Ella’s rheumatoid arthritis began to flare up over the summer, but became debilitating after a simple cold became a sinus infection and then triggered her immune system. (Please don’t come near us if you have a sniffle. It can be catastrophic for us.) The arthritis which had been confined in her legs rapidly went systemic invading her arms, wrists, hands, and jaw. My girl who was famous for her ability to get around suddenly couldn’t open her mouth beyond halfway or get out of bed without her wrists dislocating from the swelling and pressure.

Despite the wheelchair, I had never thought of Ella as being handicapped before this Fall. She was profoundly disabled, and the phrase “wheelchair-bound” became a description of her reality. And she needed me home.

I prayed about it, and then resigned from everything I was doing. I quit my job coaching at the Crossfit box near our old house. I stepped back from volunteering at the kids’ schools. I stopped traveling to meet up with friends, cutting way back on my social life and asking those I did see to come here instead.

I spent my time writing (look for new books later this year,) reading, and working on our new home. As I worked at making our new spaces feel more comfortable (and pretty, pretty is VERY important,) I purged. I weeded through mountains of paperwork and old clothes, a virago of cleaning frenzy. I took all of the energy that I used to spend running around and living out loud, and turned it back towards my home, family, and writing.

My husband and I discussed my schedule and decided how many days a month I could be gone for speaking and book stuff, and I began to see them as joyful God-sent mini-vacations. I stopped seeking them, and God gently filled my Fall and Winter calendar.

As we got to Christmas, Ella’s new medication finally began working, and her strength and mobility have begun to return. She’s no longer sleeping 18-20 hours a day (autoimmune diseases are exhausting,) and she can once again venture out to see friends one or two times a week.

As our world has begun to open back up to us, I began considering what I could and should add back to my schedule as she continues to improve. I’ve decided, for now, to stick with what’s working.

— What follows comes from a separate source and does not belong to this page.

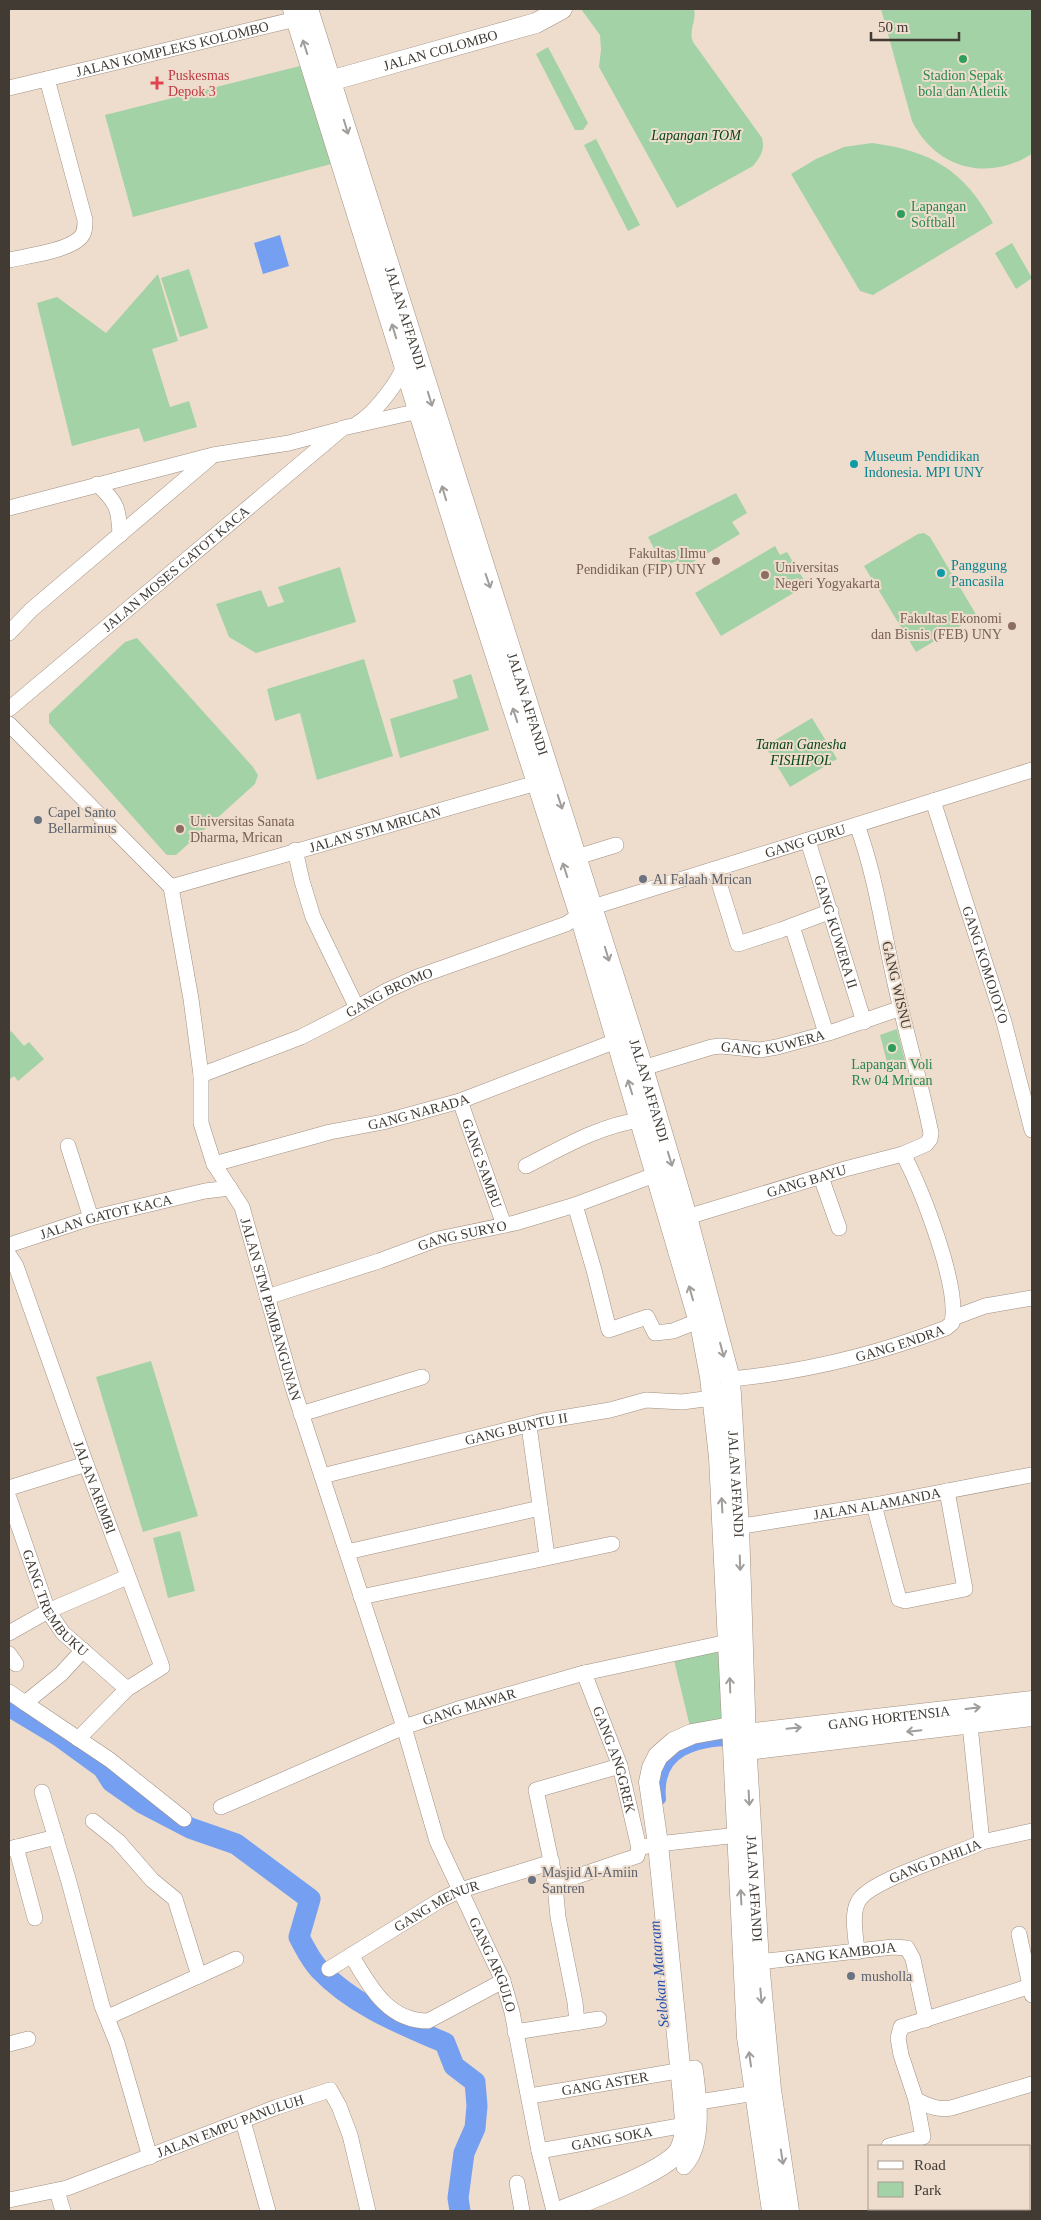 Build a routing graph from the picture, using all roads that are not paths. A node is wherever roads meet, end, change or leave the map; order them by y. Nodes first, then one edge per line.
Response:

There is a peace in my simplified life that my former busyness had kept hidden. All of the running kept me from the work God has placed in front of me. Designing a life for myself that was lived so much away from my home was robbing me of the simple warmth of home and family. It was and is a fun life, but it’s not honest and real.

Just for fun, I rolled the dice with Jen Fulwiler’s “Word of the Year” generator twice and it gave me the words “Engage” and “Still.” It made me smile, because that was exactly what I had already planned for 2019 to look like – more writing, more blogging, more engaging with people that God places in my path (look out world! If y’all thought that I talked to everyone I met before now, multiply that by a LOT!) and to be still. I’m planning on a lot more days of my minivan’s being parked in my driveway.

God wasn’t in the earthquake, or the wind, or any of the loud and violent things that passed by. He was in the quiet breeze. This year, I’m going to stay still long enough to hear Him.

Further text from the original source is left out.